(Items from a dataset)
• • • • • • •

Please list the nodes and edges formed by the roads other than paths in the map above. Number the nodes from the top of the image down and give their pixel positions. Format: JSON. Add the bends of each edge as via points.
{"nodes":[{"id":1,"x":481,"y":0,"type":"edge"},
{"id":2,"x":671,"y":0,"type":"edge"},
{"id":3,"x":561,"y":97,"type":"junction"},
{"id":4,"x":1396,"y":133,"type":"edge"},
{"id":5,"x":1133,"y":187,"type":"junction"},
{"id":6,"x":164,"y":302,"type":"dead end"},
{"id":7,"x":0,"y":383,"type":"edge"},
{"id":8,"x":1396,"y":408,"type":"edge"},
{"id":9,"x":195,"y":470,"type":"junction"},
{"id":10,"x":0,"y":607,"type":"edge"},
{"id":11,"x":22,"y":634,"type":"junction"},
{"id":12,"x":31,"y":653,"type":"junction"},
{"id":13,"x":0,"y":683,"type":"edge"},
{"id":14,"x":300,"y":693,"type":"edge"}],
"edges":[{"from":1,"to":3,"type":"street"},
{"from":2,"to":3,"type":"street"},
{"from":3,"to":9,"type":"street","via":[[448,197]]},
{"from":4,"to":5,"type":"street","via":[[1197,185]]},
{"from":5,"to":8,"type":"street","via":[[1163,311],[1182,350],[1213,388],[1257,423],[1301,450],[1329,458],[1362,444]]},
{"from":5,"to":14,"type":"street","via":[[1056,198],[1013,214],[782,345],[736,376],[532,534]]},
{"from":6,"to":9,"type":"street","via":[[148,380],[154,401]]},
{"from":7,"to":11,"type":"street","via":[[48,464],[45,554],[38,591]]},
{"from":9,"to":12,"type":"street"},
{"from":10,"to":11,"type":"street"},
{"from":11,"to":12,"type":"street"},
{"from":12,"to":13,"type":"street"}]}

• • • • • • •

What the task asks: Transcribe each line above exactly; skip none.

Expected answer:
Please list the nodes and edges formed by the roads other than paths in the map above. Number the nodes from the top of the image down and give their pixel positions. Format: JSON. Add the bends of each edge as via points.
{"nodes":[{"id":1,"x":481,"y":0,"type":"edge"},
{"id":2,"x":671,"y":0,"type":"edge"},
{"id":3,"x":561,"y":97,"type":"junction"},
{"id":4,"x":1396,"y":133,"type":"edge"},
{"id":5,"x":1133,"y":187,"type":"junction"},
{"id":6,"x":164,"y":302,"type":"dead end"},
{"id":7,"x":0,"y":383,"type":"edge"},
{"id":8,"x":1396,"y":408,"type":"edge"},
{"id":9,"x":195,"y":470,"type":"junction"},
{"id":10,"x":0,"y":607,"type":"edge"},
{"id":11,"x":22,"y":634,"type":"junction"},
{"id":12,"x":31,"y":653,"type":"junction"},
{"id":13,"x":0,"y":683,"type":"edge"},
{"id":14,"x":300,"y":693,"type":"edge"}],
"edges":[{"from":1,"to":3,"type":"street"},
{"from":2,"to":3,"type":"street"},
{"from":3,"to":9,"type":"street","via":[[448,197]]},
{"from":4,"to":5,"type":"street","via":[[1197,185]]},
{"from":5,"to":8,"type":"street","via":[[1163,311],[1182,350],[1213,388],[1257,423],[1301,450],[1329,458],[1362,444]]},
{"from":5,"to":14,"type":"street","via":[[1056,198],[1013,214],[782,345],[736,376],[532,534]]},
{"from":6,"to":9,"type":"street","via":[[148,380],[154,401]]},
{"from":7,"to":11,"type":"street","via":[[48,464],[45,554],[38,591]]},
{"from":9,"to":12,"type":"street"},
{"from":10,"to":11,"type":"street"},
{"from":11,"to":12,"type":"street"},
{"from":12,"to":13,"type":"street"}]}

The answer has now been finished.